Cerner stock headed down Thursday morning and IBM ‘s jumped after the latter disclosed that it’s buying Truven Health Analytics for $2.6 billion, twice Truven’s sale price four years ago. Like Cerner ( CERN ), the largest pure-play health care software provider in the U.S., smaller Truven provides cloud-based health care data and analytics. Truven counts 8,500 clients, including federal and state agencies, private employers, health plans, hospitals, clinicians and life science companies. Cerner’s primary clientele is large hospitals, though it serves many others, too.
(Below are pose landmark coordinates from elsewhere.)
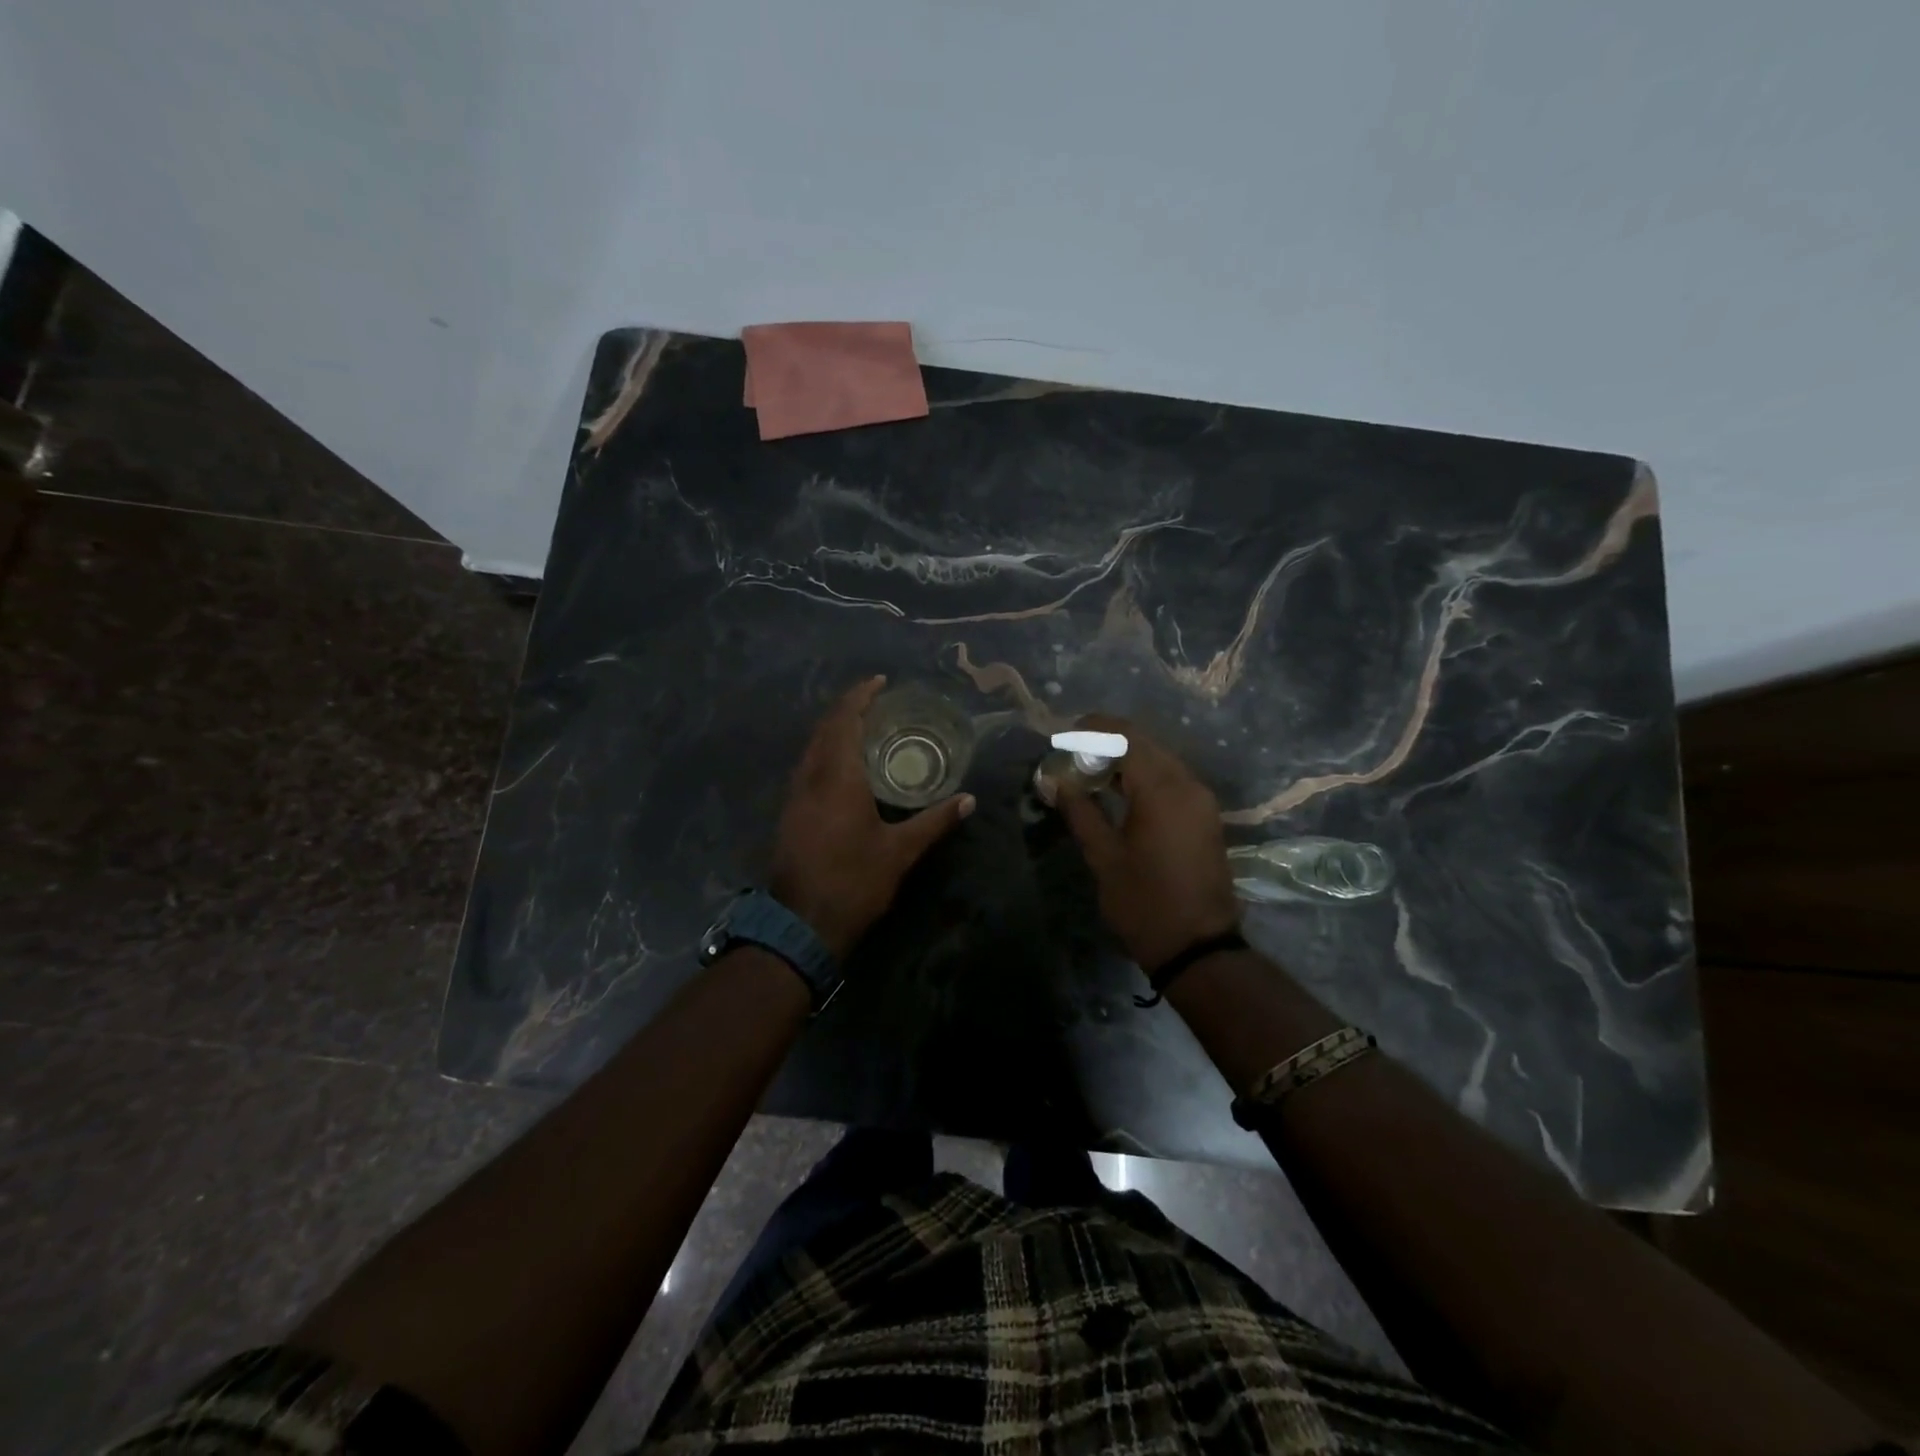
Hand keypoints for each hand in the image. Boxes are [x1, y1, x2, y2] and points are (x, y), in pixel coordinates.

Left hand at [769, 676, 974, 959]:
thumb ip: (934, 821)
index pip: (844, 721)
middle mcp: (810, 778)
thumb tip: (968, 801)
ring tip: (865, 729)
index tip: (880, 682)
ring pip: (812, 748)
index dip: (860, 696)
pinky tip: (845, 767)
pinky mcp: (790, 814)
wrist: (801, 924)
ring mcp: (795, 796)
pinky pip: (808, 767)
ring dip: (834, 731)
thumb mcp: (900, 852)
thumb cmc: (854, 882)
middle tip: (878, 703)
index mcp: (837, 778)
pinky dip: (826, 753)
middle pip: (824, 729)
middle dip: (848, 709)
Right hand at [1056, 715, 1241, 970]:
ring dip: (1125, 757)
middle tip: (1071, 752)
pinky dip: (1143, 774)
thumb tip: (1055, 781)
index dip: (1093, 729)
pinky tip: (1117, 790)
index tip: (1063, 734)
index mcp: (1162, 790)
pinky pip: (1171, 778)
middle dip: (1107, 740)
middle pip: (1145, 743)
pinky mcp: (1204, 814)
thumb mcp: (1103, 857)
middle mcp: (1187, 784)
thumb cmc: (1144, 903)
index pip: (1126, 737)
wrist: (1198, 947)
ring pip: (1159, 758)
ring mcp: (1200, 799)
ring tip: (1088, 769)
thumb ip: (1080, 810)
IBM stock was up 5.5%, near 133, in morning trading in the stock market today . Following two bad days after guiding Q1 and 2016 below analyst estimates, Cerner was down another 2%, near 52, in morning trading Thursday, 31% off an all-time high set April 13. Smaller rivals Allscripts ( MDRX ) and Athenahealth ( ATHN ) were down 1% and 3%, respectively. Quality Systems ( QSII ) stock was up 1%. Oracle ( ORCL ), which also developers health care IT software, was down a fraction Thursday morning. This is IBM Watson Health’s fourth big health care IT purchase since IBM created that business last April, bringing total employment in the unit to about 5,000. That’s about a fourth of Cerner’s employment, after it acquired Siemens Health last February.  In October, IBM completed the $1 billion acquisition of Merge Healthcare, a clinical image processing and interoperability-systems specialist. Including Truven, IBM will have invested more than $4 billion to build Watson Health, a business that IBM says is “intended to help professionals improve health outcomes, control costs, and advance value-based care solutions.” Encouraged by lawmakers, software developers and mountains of new regulations, health care IT has been moving into a “value-based care” model that measures outcomes — and rewards hospitals and medical practices for good outcomes, while pushing doctors out of paper-based systems. Hospital IT budgets are expected to rise about 8% in 2016, up from 6% to 7% growth in 2015, though Cerner closed 2015 with 30% revenue growth, due largely to its Siemens acquisition. Based in Ann Arbor, Mich., Truven was sold by Thomson Reuters ( TRI ) in June 2012 to Veritas Capital for $1.25 billion. In the press release, Truven CEO Mike Boswood said the merger “will help catapult the industry forward to transform health care and to save and improve lives.”